TASK PROMPT: From the records below, take each line where the string "main" shows up and copy it.

═══

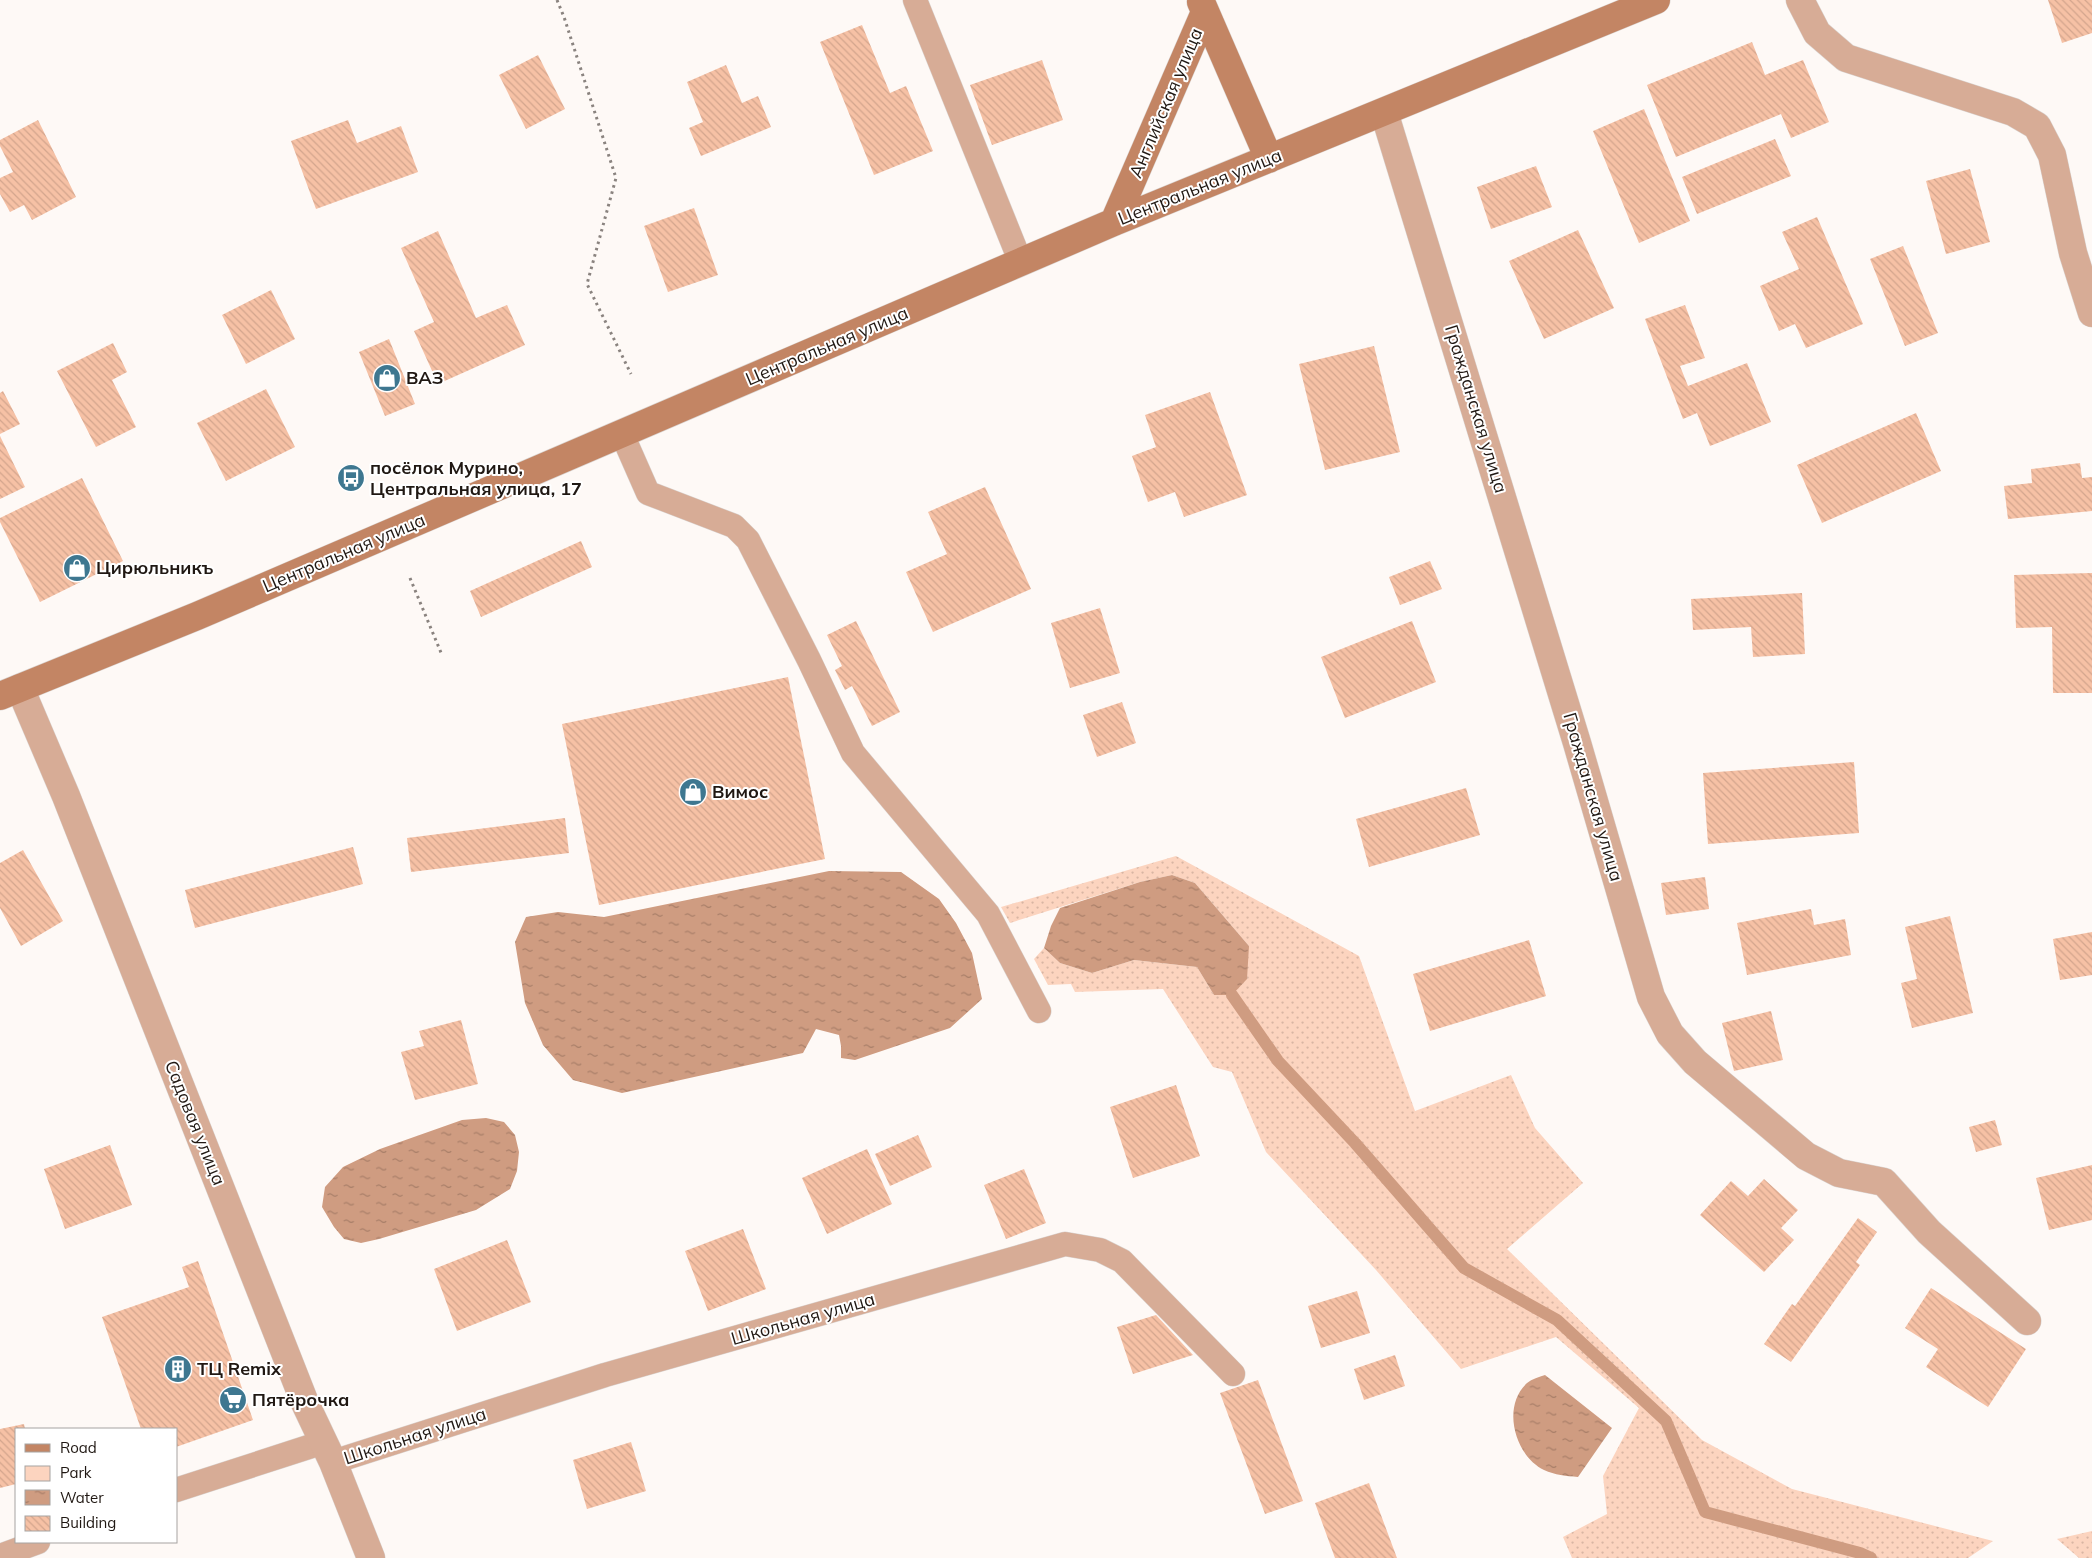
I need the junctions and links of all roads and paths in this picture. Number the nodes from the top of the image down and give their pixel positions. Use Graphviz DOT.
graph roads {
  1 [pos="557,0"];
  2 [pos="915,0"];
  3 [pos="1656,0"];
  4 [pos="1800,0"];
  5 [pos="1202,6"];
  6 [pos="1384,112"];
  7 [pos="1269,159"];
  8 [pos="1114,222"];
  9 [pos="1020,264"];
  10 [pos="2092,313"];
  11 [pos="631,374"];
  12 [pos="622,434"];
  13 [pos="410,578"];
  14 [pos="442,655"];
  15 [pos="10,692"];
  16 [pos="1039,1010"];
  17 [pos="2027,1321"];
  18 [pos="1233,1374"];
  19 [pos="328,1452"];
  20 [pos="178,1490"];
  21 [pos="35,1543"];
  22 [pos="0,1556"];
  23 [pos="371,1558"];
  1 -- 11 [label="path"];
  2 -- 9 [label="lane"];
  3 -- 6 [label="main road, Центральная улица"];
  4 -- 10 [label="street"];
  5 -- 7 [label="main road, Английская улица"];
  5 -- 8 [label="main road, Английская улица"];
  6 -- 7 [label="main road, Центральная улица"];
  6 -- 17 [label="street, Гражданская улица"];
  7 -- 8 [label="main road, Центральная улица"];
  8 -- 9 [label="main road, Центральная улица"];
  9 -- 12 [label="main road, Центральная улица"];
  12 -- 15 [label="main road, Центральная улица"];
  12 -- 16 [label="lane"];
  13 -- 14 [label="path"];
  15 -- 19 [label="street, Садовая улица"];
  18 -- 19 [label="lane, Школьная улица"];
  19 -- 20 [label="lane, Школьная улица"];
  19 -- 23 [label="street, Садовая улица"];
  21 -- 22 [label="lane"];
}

═══

TASK RESULT:
  3 -- 6 [label="main road, Центральная улица"];
  5 -- 7 [label="main road, Английская улица"];
  5 -- 8 [label="main road, Английская улица"];
  6 -- 7 [label="main road, Центральная улица"];
  7 -- 8 [label="main road, Центральная улица"];
  8 -- 9 [label="main road, Центральная улица"];
  9 -- 12 [label="main road, Центральная улица"];
  12 -- 15 [label="main road, Центральная улица"];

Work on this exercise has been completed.